- _Task goal_
What you return should be the lines of the data containing "down", each in full.

(Data provided)

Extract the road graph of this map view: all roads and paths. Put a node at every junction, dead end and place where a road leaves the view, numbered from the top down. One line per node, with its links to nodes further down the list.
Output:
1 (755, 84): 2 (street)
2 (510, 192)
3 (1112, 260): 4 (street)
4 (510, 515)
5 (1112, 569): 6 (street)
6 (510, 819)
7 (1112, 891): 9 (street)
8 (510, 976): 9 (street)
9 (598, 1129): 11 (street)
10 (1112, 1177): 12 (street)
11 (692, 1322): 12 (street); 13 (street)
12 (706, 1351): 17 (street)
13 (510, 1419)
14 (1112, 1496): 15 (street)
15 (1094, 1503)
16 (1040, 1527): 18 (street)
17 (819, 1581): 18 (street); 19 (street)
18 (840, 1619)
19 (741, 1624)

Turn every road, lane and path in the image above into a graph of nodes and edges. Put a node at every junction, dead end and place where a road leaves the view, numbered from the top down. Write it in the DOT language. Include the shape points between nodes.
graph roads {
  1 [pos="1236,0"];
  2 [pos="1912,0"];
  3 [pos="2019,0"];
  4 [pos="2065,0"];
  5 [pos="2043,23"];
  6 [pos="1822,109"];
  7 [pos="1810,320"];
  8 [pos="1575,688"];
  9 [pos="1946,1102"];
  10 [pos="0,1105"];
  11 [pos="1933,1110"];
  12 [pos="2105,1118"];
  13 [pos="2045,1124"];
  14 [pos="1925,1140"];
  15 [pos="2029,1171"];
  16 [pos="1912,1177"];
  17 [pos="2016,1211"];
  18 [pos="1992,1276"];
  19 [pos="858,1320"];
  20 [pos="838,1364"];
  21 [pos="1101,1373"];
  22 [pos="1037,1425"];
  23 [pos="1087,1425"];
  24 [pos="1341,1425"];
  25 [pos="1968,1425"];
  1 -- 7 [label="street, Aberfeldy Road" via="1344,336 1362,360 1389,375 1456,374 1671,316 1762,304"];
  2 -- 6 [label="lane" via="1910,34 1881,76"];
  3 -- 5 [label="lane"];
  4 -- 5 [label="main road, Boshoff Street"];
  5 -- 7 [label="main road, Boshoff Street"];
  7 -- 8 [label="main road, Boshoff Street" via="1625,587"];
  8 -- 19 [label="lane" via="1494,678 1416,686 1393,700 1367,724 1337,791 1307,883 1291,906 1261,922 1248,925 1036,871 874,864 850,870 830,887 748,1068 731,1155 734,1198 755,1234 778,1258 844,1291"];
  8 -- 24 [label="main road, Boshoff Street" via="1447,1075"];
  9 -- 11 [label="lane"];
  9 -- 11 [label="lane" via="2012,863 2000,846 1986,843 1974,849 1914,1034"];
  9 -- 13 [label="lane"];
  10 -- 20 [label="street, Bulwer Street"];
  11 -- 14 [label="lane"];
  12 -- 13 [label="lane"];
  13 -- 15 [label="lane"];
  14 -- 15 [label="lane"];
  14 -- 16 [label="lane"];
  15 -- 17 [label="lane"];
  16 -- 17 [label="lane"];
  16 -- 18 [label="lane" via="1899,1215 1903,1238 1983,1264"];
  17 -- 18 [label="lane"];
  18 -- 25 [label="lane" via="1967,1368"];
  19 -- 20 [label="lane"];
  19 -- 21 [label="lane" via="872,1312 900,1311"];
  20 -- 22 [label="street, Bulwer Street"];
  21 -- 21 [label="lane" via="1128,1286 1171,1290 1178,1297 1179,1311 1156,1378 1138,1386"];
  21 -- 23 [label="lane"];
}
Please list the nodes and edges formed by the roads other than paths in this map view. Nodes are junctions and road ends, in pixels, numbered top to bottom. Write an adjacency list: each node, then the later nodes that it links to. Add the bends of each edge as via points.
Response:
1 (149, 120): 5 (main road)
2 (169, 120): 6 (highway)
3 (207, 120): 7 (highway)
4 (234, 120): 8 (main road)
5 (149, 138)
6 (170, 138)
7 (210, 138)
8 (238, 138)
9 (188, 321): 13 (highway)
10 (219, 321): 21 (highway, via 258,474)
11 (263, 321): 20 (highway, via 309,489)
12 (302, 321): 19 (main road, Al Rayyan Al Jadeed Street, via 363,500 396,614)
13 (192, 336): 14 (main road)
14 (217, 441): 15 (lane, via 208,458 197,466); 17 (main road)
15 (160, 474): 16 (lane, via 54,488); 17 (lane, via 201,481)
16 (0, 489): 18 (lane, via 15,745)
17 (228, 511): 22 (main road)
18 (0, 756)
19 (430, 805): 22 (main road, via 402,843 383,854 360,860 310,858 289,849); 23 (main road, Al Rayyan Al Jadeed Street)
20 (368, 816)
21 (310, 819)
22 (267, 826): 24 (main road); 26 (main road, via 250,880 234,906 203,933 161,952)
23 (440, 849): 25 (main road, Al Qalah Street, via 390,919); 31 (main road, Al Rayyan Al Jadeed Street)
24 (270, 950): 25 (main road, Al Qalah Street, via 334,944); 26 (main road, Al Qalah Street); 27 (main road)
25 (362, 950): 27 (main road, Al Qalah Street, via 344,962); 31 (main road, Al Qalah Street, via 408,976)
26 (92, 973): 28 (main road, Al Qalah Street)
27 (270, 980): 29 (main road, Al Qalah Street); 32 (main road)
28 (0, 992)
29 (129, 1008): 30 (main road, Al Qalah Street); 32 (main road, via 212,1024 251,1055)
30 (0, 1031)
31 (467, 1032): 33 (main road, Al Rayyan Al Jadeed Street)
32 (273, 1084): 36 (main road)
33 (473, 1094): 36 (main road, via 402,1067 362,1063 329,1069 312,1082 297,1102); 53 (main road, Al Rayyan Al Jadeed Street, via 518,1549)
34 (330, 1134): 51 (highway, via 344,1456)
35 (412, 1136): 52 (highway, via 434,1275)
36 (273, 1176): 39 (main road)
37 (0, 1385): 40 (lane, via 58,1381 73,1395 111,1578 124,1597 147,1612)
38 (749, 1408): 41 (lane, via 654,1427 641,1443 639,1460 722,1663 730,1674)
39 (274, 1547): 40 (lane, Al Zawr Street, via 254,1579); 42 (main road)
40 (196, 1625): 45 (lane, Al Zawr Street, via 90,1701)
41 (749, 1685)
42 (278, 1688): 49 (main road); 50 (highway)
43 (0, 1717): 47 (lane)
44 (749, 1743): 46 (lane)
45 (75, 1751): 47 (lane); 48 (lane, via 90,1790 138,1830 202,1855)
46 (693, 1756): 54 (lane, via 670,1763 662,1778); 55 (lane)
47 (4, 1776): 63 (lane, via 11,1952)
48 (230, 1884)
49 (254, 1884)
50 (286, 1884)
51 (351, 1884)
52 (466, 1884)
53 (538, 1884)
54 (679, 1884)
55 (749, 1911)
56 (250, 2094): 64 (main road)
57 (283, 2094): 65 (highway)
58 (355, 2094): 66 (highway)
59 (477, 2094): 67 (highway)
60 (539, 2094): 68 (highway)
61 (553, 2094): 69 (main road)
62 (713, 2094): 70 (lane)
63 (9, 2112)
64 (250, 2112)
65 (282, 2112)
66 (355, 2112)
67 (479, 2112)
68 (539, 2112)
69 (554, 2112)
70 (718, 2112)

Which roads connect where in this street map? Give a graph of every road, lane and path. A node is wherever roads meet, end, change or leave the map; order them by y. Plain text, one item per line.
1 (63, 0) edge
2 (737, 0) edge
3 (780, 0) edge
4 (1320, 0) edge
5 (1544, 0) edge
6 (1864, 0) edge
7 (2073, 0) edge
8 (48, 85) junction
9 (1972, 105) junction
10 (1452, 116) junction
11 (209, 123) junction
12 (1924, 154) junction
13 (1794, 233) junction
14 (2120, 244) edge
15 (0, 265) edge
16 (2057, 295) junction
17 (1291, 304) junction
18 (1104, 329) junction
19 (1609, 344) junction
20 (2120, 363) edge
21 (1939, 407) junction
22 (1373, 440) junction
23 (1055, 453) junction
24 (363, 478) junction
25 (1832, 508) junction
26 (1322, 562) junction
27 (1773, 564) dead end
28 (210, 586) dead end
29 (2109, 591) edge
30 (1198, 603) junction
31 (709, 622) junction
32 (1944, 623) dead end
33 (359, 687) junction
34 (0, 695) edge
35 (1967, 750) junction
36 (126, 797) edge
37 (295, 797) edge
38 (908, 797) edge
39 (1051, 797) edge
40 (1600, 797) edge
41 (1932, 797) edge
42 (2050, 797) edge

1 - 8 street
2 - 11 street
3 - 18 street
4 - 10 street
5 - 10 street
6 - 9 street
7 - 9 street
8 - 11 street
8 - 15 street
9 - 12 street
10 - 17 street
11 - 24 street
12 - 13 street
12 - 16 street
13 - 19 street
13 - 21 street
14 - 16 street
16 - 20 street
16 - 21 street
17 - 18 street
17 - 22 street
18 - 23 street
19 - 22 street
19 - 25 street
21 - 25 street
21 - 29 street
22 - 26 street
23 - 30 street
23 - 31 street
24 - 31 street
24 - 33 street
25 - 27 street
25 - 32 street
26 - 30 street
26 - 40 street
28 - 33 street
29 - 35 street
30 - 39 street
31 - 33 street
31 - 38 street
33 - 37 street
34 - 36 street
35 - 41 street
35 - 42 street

(End Data provided)

- _Answer space_
Extract the road graph of this map view: all roads and paths. Put a node at every junction, dead end and place where a road leaves the view, numbered from the top down. One line per node, with its links to nodes further down the list.
Turn every road, lane and path in the image above into a graph of nodes and edges. Put a node at every junction, dead end and place where a road leaves the view, numbered from the top down. Write it in the DOT language. Include the shape points between nodes.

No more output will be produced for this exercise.